In 1949, the CCP made it its policy to “transform intellectuals” into the “socialist new man”. It is called “Intellectual Thought Remolding Campaign”. The goal was to eradicate individualism and free thinking to remold one’s mind in accordance with the Party through the process of studying Marxist ideology, criticism and self-criticism. Criticism was euphemism of denunciation or condemnation.

It was typical that a professor or teacher had to go through repeated criticism and self-criticism sessions until the participants accepted that their self-criticism to be sincere and complete before ending the torment.

Government-mandated brainwashing would become a feature in CCP’s China.

The “Intellectual Thought Remolding Campaign” was connected with CCP’s other campaigns. The CCP understood the important role of the education system. K to 12 and higher education had to undergo complete transformation. Teachers and professors were required to take training in Communist ideology and passed the vigorous examinations before being allowed to go back to the classrooms. Textbooks, especially history textbooks were carefully revised and rewritten. Schools and universities would now become government schools, not for education, but for indoctrination.

One important event during this time was the Korea War in which the CCP sent troops, labelled as the Volunteer Army, to support the North Korean regime. An estimated 460,000 troops perished. That was a small price to pay because Korean War gained the CCP a lot of prestige, especially inside China. It now unabashedly claimed that it had defeated the American Imperialism.

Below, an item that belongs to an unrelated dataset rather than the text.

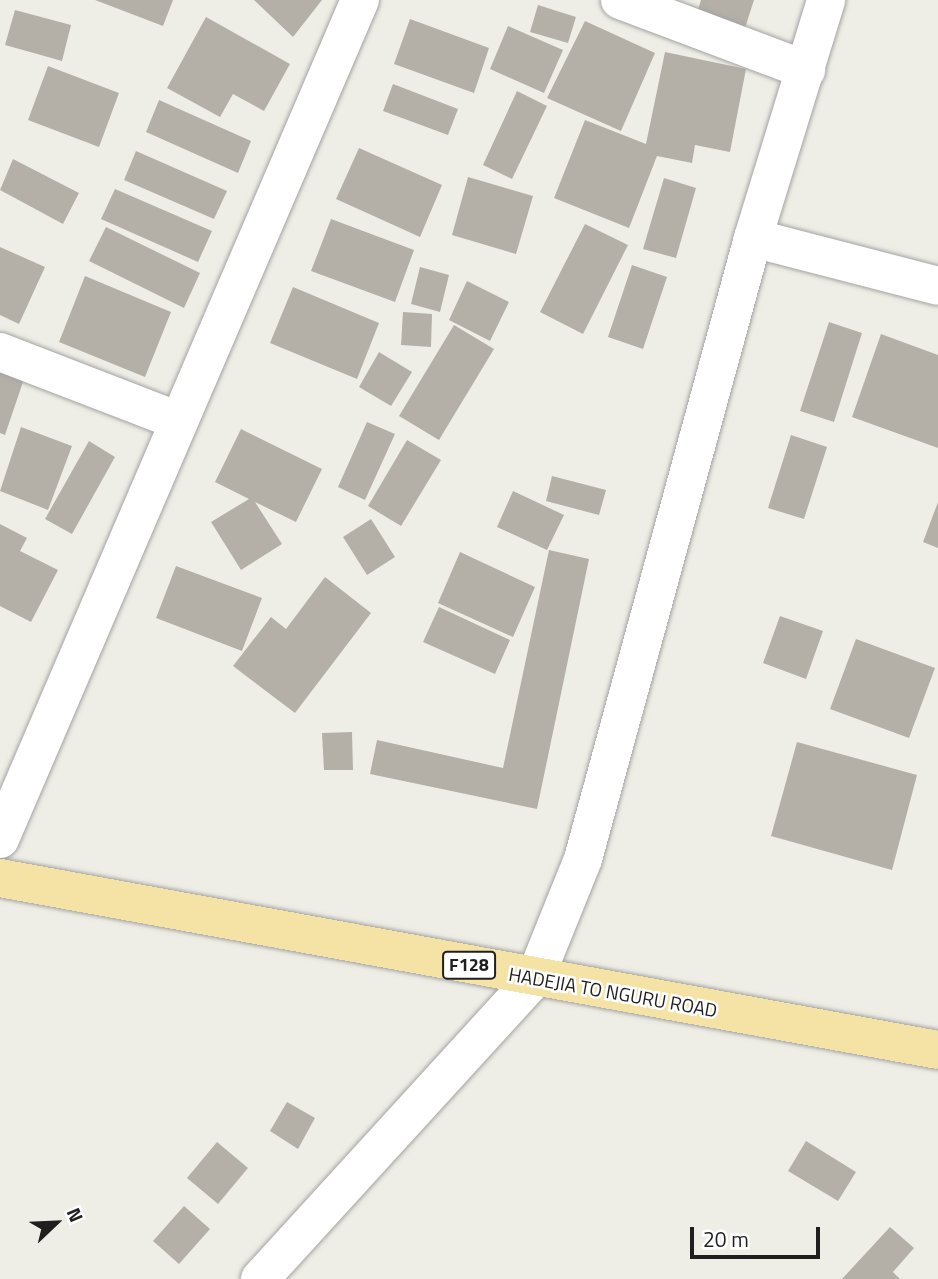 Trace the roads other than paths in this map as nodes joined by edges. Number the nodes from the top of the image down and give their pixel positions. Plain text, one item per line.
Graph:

As the bloody Land Reform drew to a closure in 1953, the CCP started its first campaign for a planned economy by implementing the policy of government-controlled grain procurement in the countryside and rationing policy in city people. The CCP’s policy exploited peasants more than the landlords ever had done. This policy lasted until the 1980s and it was responsible for keeping the peasants perpetually in poverty and a state of starvation.

You may have felt campaign fatigue at this point. Well, this was just the beginning. More campaigns were to come. And the worst was yet to come!